The desperate situation of Russia's gas export monopoly.

According to numerous reports in the pro-government media, there is almost a queue for new contracts to buy Russian gas.

"Well, we are raising this topic with the Americans," said Putin's foreign affairs aide, Yuri Ushakov, when asked whether Russia and the United States are really discussing the resumption of Russian gas supplies to Europe.

Reuters reported on such talks, citing as many as eight anonymous sources. Some German politicians - predictably those sympathetic to Putin's regime - have repeatedly spoken in favor of restoring gas supplies through the Nord Stream pipeline. And Slovak Prime Minister Robert Fitzo has called for the resumption of Russian gas transit through Ukraine.

At the same time, Moscow officials claim that the Chinese may agree to import gas via a new eastern route - the so-called "Siberia-2", which Beijing has been refusing and denying for years.

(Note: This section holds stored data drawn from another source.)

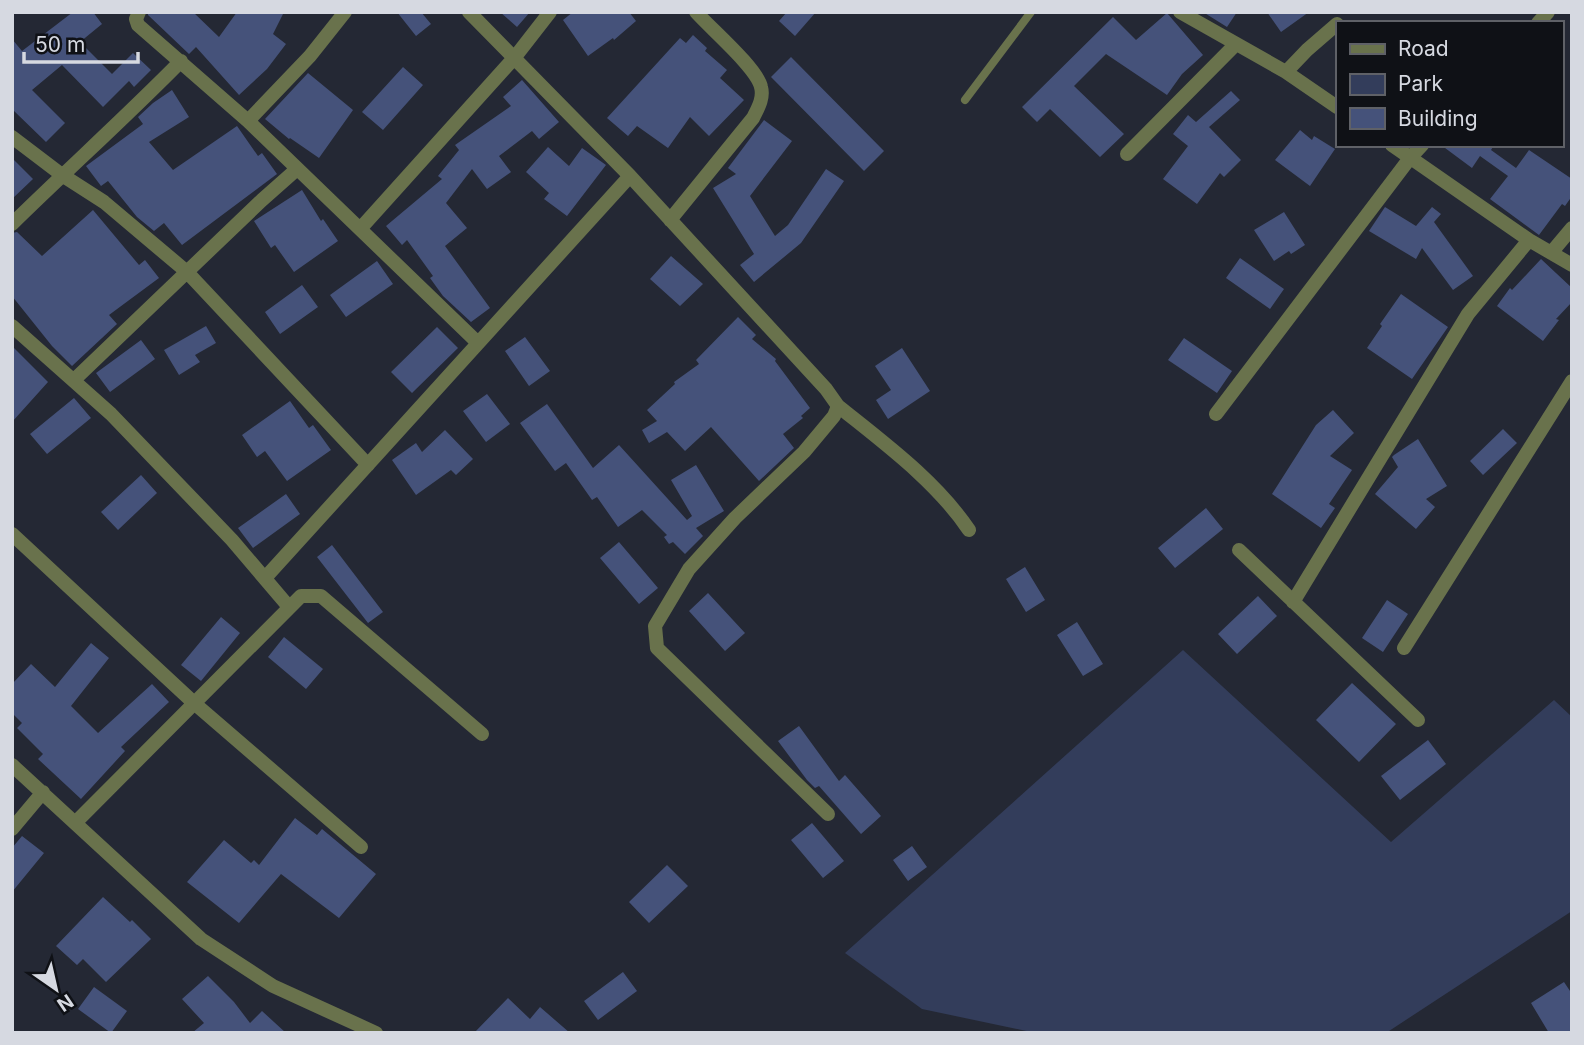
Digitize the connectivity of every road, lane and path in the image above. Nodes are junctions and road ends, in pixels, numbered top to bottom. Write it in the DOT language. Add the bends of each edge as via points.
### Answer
graph roads {
  1 [pos="139,12"];
  2 [pos="345,12"];
  3 [pos="469,12"];
  4 [pos="550,12"];
  5 [pos="696,12"];
  6 [pos="1031,12"];
  7 [pos="1180,12"];
  8 [pos="1336,25"];
  9 [pos="1236,44"];
  10 [pos="515,57"];
  11 [pos="181,61"];
  12 [pos="1286,72"];
  13 [pos="965,100"];
  14 [pos="1336,106"];
  15 [pos="248,121"];
  16 [pos="12,137"];
  17 [pos="1395,147"];
  18 [pos="1420,147"];
  19 [pos="1127,154"];
  20 [pos="1410,158"];
  21 [pos="297,169"];
  22 [pos="62,175"];
  23 [pos="630,176"];
  24 [pos="670,220"];
  25 [pos="12,224"];
  26 [pos="1572,228"];
  27 [pos="360,229"];
  28 [pos="1529,240"];
  29 [pos="1550,253"];
  30 [pos="1572,265"];
  31 [pos="187,272"];
  32 [pos="12,326"];
  33 [pos="477,342"];
  34 [pos="74,380"];
  35 [pos="1572,381"];
  36 [pos="838,406"];
  37 [pos="1216,414"];
  38 [pos="368,465"];
  39 [pos="969,530"];
  40 [pos="12,534"];
  41 [pos="1238,550"];
  42 [pos="265,578"];
  43 [pos="1293,602"];
  44 [pos="289,607"];
  45 [pos="1404,648"];
  46 [pos="194,703"];
  47 [pos="1418,720"];
  48 [pos="482,734"];
  49 [pos="12,765"];
  50 [pos="43,792"];
  51 [pos="828,814"];
  52 [pos="76,822"];
  53 [pos="12,829"];
  54 [pos="361,847"];
  55 [pos="376,1033"];
  1 -- 11 [label="street" via="138,25"];
  2 -- 15 [label="street"];
  3 -- 10 [label="street"];
  4 -- 10 [label="street"];
  5 -- 24 [label="street" via="751,70 761,86 761,100 753,118"];
  6 -- 13 [label="lane"];
  7 -- 9 [label="street"];
  8 -- 12 [label="street"];
  9 -- 12 [label="street"];
  9 -- 19 [label="street"];
  10 -- 23 [label="street"];
  10 -- 27 [label="street"];
  11 -- 15 [label="street"];
  11 -- 22 [label="street"];
  12 -- 14 [label="street"];
  15 -- 21 [label="street"];
  16 -- 22 [label="street"];
  17 -- 20 [label="street"];
  18 -- 20 [label="street"];
  20 -- 28 [label="street"];
  20 -- 37 [label="street"];
  21 -- 27 [label="street"];
  21 -- 31 [label="street"];
  22 -- 25 [label="street"];
  22 -- 31 [label="street" via="104,202"];
  23 -- 24 [label="street"];
  23 -- 33 [label="street"];
  24 -- 36 [label="street"];
  26 -- 29 [label="street"];
  27 -- 33 [label="street"];
  28 -- 29 [label="street"];
  28 -- 43 [label="street" via="1468,314"];
  29 -- 30 [label="street"];
  31 -- 34 [label="street"];
  31 -- 38 [label="street"];
  32 -- 34 [label="street"];
  33 -- 38 [label="street"];
  34 -- 42 [label="street" via="195,500"];
  35 -- 45 [label="street"];
  36 -- 39 [label="street" via="953,506"];
  36 -- 51 [label="street" via="804,452 735,517 689,569 655,626 657,648"];
  38 -- 42 [label="street"];
  40 -- 46 [label="street"];
  41 -- 43 [label="street"];
  42 -- 44 [label="street"];
  43 -- 47 [label="street"];
  44 -- 46 [label="street"];
  44 -- 48 [label="street" via="301,596 321,596"];
  46 -- 52 [label="street"];
  46 -- 54 [label="street"];
  49 -- 50 [label="street"];
  50 -- 52 [label="street"];
  50 -- 53 [label="street"];
  52 -- 55 [label="street" via="201,939 273,986"];
}
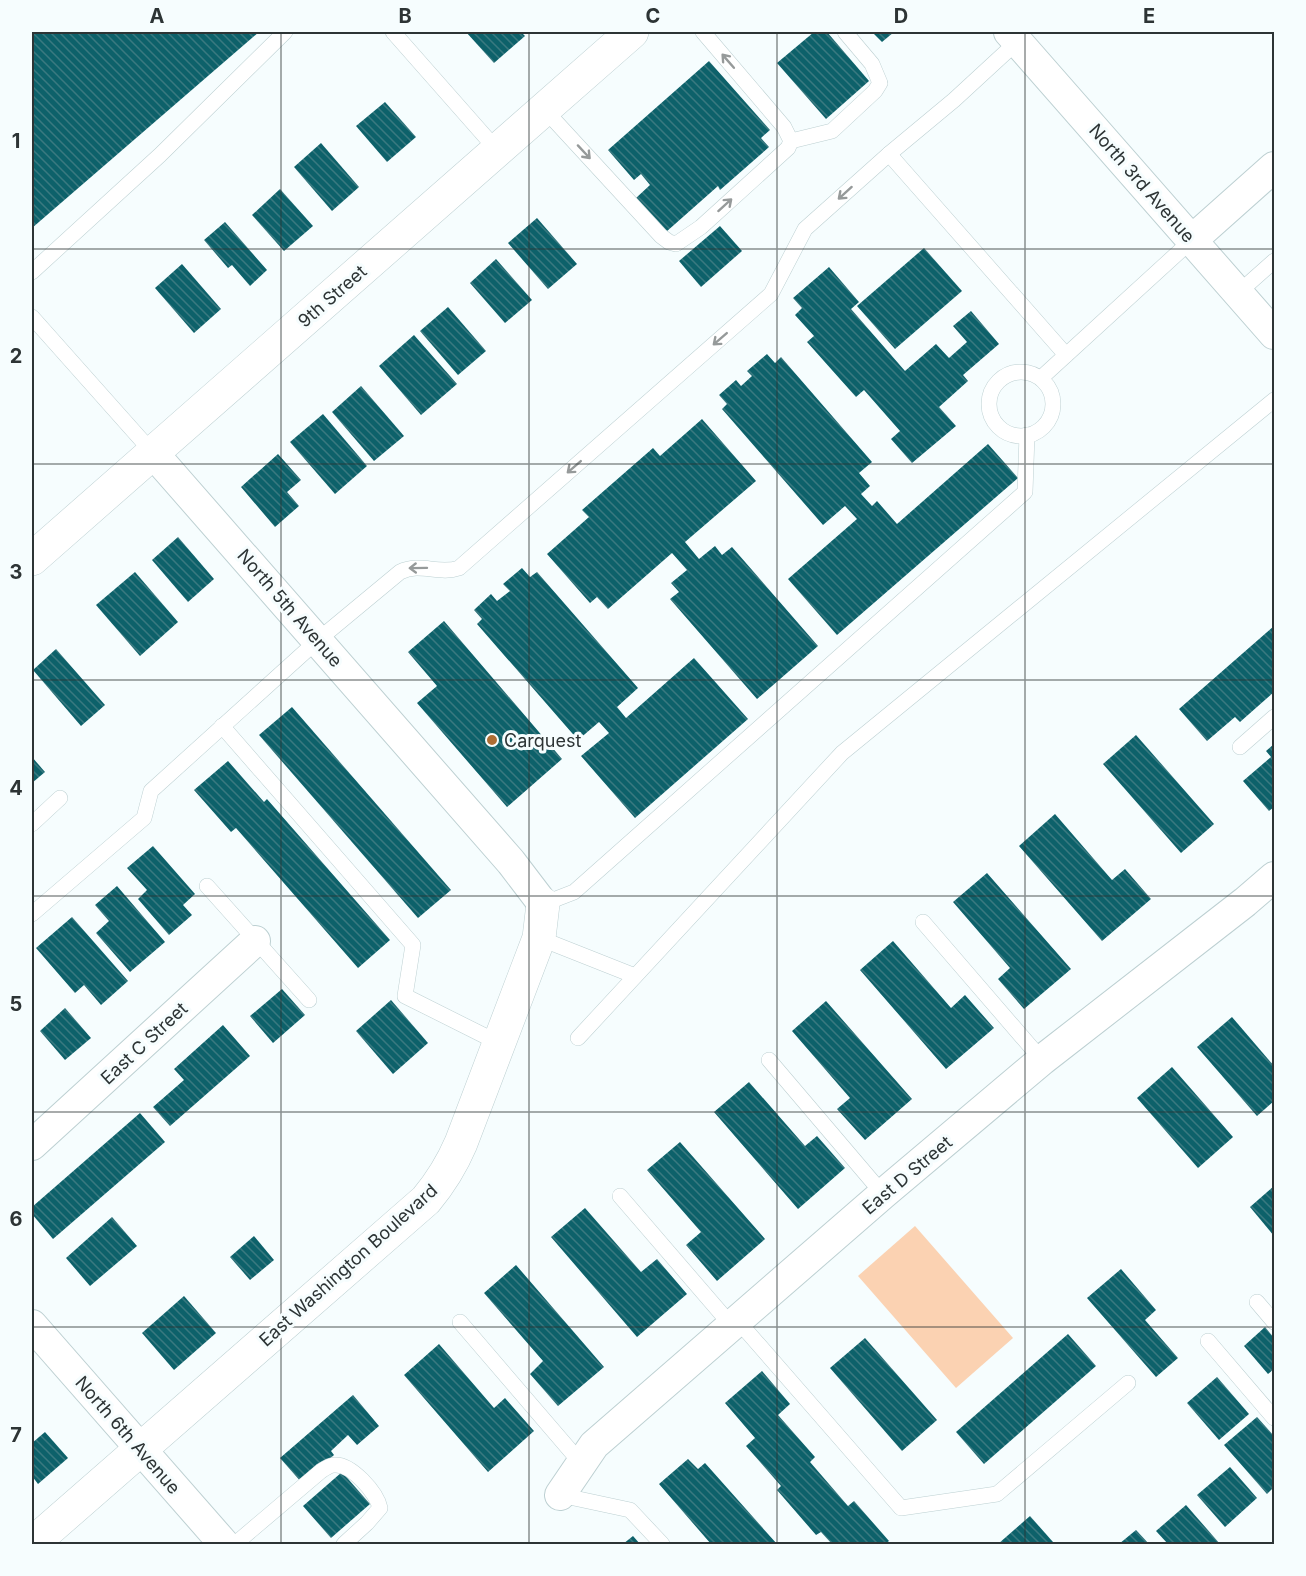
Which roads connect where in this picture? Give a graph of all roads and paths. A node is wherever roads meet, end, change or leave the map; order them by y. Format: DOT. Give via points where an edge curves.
graph roads {
  1 [pos="285,32"];
  2 [pos="393,32"];
  3 [pos="632,32"];
  4 [pos="703,32"];
  5 [pos="845,32"];
  6 [pos="1014,36"];
  7 [pos="544,109"];
  8 [pos="791,141"];
  9 [pos="497,150"];
  10 [pos="889,154"];
  11 [pos="1275,167"];
  12 [pos="1192,240"];
  13 [pos="1275,261"];
  14 [pos="32,272"];
  15 [pos="1238,293"];
  16 [pos="32,317"];
  17 [pos="1275,334"];
  18 [pos="1066,356"];
  19 [pos="1041,378"];
  20 [pos="1275,400"];
  21 [pos="1027,435"];
  22 [pos="153,453"];
  23 [pos="32,559"];
  24 [pos="318,640"];
  25 [pos="1275,717"];
  26 [pos="222,726"];
  27 [pos="1240,747"];
  28 [pos="60,798"];
  29 [pos="32,824"];
  30 [pos="1275,877"];
  31 [pos="207,886"];
  32 [pos="543,904"];
  33 [pos="32,914"];
  34 [pos="923,922"];
  35 [pos="538,938"];
  36 [pos="255,941"];
  37 [pos="635,976"];
  38 [pos="309,1000"];
  39 [pos="578,1038"];
  40 [pos="499,1043"];
  41 [pos="769,1060"];
  42 [pos="1042,1060"];
  43 [pos="32,1145"];
  44 [pos="883,1194"];
  45 [pos="620,1196"];
  46 [pos="1257,1302"];
  47 [pos="460,1322"];
  48 [pos="1275,1322"];
  49 [pos="735,1323"];
  50 [pos="32,1325"];
  51 [pos="1208,1341"];
  52 [pos="1128,1383"];
  53 [pos="1275,1418"];
  54 [pos="142,1449"];
  55 [pos="581,1463"];
  56 [pos="560,1495"];
  57 [pos="32,1545"];
  58 [pos="224,1545"];
  59 [pos="235,1545"];
  60 [pos="344,1545"];
  61 [pos="662,1545"];
  1 -- 14 [label="lane" via="160,155"];
  2 -- 9 [label="lane"];
  3 -- 7 [label="street, 9th Street"];
  8 -- 4 [label="lane, one-way" via="784,127"];
  5 -- 8 [label="lane" via="872,64 880,83 831,131"];
  6 -- 10 [label="lane" via="954,100"];
  6 -- 12 [label="street, North 3rd Avenue"];
  7 -- 8 [label="lane, one-way" via="661,236 676,244 701,227"];
  7 -- 9 [label="street, 9th Street"];
  9 -- 22 [label="street, 9th Street"];
  10 -- 18 [label="lane"];
  10 -- 24 [label="lane, one-way" via="805,230 771,294 459,568 451,571 417,567 400,572"];
  11 -- 12 [label="street"];
  12 -- 15 [label="street, North 3rd Avenue"];
  12 -- 18 [label="lane"];
  13 -- 15 [label="lane"];
  15 -- 17 [label="street, North 3rd Avenue"];
  16 -- 22 [label="lane, North 5th Avenue"];
  18 -- 19 [label="lane"];
  19 -- 21 [label="lane" via="1052,395 1051,416 1037,432"];
  19 -- 21 [label="lane" via="1032,373 1011,373 994,386 990,396 992,417 998,426 1006,432"];
  20 -- 37 [label="lane" via="843,753"];
  21 -- 32 [label="lane" via="1025,492 574,892"];
  22 -- 23 [label="street, 9th Street"];
  22 -- 24 [label="street, North 5th Avenue"];
  24 -- 26 [label="lane"];
  24 -- 32 [label="street, North 5th Avenue"];
  25 -- 27 [label="lane"];
  26 -- 33 [label="lane" via="152,791 144,818"];
  26 -- 40 [label="lane" via="413,945 405,996"];
  28 -- 29 [label="lane"];
  30 -- 42 [label="street, East D Street"];
  31 -- 36 [label="lane"];
  32 -- 35 [label="street, East Washington Boulevard"];
  34 -- 42 [label="lane"];
  35 -- 37 [label="lane"];
  35 -- 40 [label="street, East Washington Boulevard"];
  36 -- 38 [label="lane"];
  36 -- 43 [label="street, East C Street"];
  37 -- 39 [label="lane"];
  40 -- 54 [label="street, East Washington Boulevard" via="451,1166 426,1200"];
  41 -- 44 [label="lane"];
  42 -- 44 [label="street, East D Street"];
  44 -- 49 [label="street, East D Street"];
  45 -- 49 [label="lane"];
  46 -- 48 [label="lane"];
  47 -- 55 [label="lane"];
  49 -- 52 [label="lane" via="901,1508 997,1494"];
  49 -- 55 [label="street, East D Street" via="594,1445"];
  50 -- 54 [label="street, North 6th Avenue"];
  51 -- 53 [label="lane"];
  54 -- 57 [label="street, East Washington Boulevard"];
  54 -- 58 [label="street, North 6th Avenue"];
  55 -- 56 [label="street, East D Street"];
  56 -- 61 [label="lane" via="630,1510"];
  59 -- 60 [label="lane" via="321,1471 334,1465 348,1467 364,1482 380,1508"];
}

Another promising direction for gas supplies in Gazprom is Iran, which is allegedly ready to receive up to 55 billion cubic meters per year. And for the Bulgarian section of the Turkish Stream gas pipeline, it is rumored that an American investor has been found who wants to "strengthen Moscow's fuel supplies."

The deluge of "wants" in the media reflects the desperate situation of Russia's gas export monopoly. Having started a gradual withdrawal from the European market in 2021 at the behest of the Kremlin, Gazprom has cut its supplies to Europe from 157 billion cubic meters to 54 billion in 2024, and may send less than 40 billion cubic meters there this year. Russia's gas supplies to the EU are at their lowest level in 45 years.

The transformation of an industrial giant into a tool of political blackmail is not cheap for Gazprom. The company's losses from withdrawal from the European market are estimated at $40 billion a year, and feverish efforts to find new markets are failing.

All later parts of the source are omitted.